Among the lines below, keep only those from the one containing "pinky mcp: (525, 954)" through the one containing "index mcp: (1280, 935)", and reproduce them exactly.

[Material for this task Boundary: Start]

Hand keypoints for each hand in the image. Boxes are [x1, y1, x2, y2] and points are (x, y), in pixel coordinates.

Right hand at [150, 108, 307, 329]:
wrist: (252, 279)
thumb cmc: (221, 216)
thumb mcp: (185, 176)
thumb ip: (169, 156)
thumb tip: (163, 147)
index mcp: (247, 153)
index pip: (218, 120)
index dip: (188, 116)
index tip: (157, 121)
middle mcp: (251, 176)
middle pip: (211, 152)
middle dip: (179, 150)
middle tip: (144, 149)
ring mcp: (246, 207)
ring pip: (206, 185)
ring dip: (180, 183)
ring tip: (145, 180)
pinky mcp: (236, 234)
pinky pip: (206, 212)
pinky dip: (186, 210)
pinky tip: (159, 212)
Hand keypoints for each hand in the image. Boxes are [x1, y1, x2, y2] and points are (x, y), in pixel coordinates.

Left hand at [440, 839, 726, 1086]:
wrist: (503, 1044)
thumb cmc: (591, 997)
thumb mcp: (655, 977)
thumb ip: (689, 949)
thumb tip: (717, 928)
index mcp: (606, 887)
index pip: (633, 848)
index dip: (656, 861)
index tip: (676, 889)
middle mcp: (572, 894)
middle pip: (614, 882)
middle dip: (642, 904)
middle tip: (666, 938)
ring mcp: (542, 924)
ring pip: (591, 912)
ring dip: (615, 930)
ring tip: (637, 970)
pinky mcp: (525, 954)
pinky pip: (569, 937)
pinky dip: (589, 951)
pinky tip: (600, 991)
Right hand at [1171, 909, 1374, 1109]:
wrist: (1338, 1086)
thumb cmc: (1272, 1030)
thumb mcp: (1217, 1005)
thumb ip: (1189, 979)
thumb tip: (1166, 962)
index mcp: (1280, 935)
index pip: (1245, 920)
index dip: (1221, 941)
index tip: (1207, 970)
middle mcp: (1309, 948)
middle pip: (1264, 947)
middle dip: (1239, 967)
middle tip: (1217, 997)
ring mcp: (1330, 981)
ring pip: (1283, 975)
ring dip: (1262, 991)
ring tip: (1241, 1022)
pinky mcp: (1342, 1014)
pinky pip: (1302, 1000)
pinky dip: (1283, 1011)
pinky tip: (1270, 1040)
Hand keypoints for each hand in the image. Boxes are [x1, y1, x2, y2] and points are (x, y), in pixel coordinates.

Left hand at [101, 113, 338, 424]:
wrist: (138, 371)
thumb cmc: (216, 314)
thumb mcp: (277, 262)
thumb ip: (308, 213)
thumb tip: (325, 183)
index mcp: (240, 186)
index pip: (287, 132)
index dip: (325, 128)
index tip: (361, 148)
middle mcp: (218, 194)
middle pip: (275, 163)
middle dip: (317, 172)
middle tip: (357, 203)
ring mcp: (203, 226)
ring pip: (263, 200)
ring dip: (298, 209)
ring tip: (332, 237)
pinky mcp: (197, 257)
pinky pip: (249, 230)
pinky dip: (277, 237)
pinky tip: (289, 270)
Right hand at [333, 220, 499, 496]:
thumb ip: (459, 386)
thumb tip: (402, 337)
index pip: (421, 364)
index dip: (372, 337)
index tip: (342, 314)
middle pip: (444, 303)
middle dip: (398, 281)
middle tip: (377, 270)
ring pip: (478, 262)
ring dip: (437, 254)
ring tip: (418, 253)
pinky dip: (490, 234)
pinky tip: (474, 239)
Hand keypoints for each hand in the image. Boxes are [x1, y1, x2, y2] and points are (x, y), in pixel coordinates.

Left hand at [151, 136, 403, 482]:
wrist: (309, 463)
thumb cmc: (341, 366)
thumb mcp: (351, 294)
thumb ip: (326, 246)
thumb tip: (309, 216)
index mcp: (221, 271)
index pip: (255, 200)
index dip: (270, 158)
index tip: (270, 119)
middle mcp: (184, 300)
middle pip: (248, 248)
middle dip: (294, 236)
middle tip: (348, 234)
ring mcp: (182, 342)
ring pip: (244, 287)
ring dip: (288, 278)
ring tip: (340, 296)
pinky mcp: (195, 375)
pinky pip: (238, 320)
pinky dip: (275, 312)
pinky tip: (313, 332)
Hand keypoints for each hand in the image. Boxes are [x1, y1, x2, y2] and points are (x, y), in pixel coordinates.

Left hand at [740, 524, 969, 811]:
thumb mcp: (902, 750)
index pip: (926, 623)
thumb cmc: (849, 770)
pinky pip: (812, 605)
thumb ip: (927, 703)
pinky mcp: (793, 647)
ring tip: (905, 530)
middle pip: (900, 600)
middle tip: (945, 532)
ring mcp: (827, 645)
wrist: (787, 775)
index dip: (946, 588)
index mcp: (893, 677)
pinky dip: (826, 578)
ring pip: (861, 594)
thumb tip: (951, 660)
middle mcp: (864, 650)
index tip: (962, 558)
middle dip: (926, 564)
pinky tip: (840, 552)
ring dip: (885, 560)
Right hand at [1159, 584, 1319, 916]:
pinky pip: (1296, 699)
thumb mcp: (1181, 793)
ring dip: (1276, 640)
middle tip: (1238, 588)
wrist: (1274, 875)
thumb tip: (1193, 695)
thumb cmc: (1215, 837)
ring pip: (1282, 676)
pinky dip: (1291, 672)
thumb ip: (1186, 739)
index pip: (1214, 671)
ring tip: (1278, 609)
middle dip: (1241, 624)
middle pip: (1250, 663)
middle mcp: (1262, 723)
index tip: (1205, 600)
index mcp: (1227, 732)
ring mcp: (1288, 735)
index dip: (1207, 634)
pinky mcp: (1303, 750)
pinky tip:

[Material for this task Boundary: End]

• Solved exercise:
pinky mcp: (525, 954)
pinky pip: (569, 937)
pinky dip: (589, 951)
pinky tip: (600, 991)
Right hand at [1171, 909, 1374, 1109]:
wrist: (1338, 1086)
thumb cmc: (1272, 1030)
thumb mcp: (1217, 1005)
thumb ip: (1189, 979)
thumb tip: (1166, 962)
index mcp: (1280, 935)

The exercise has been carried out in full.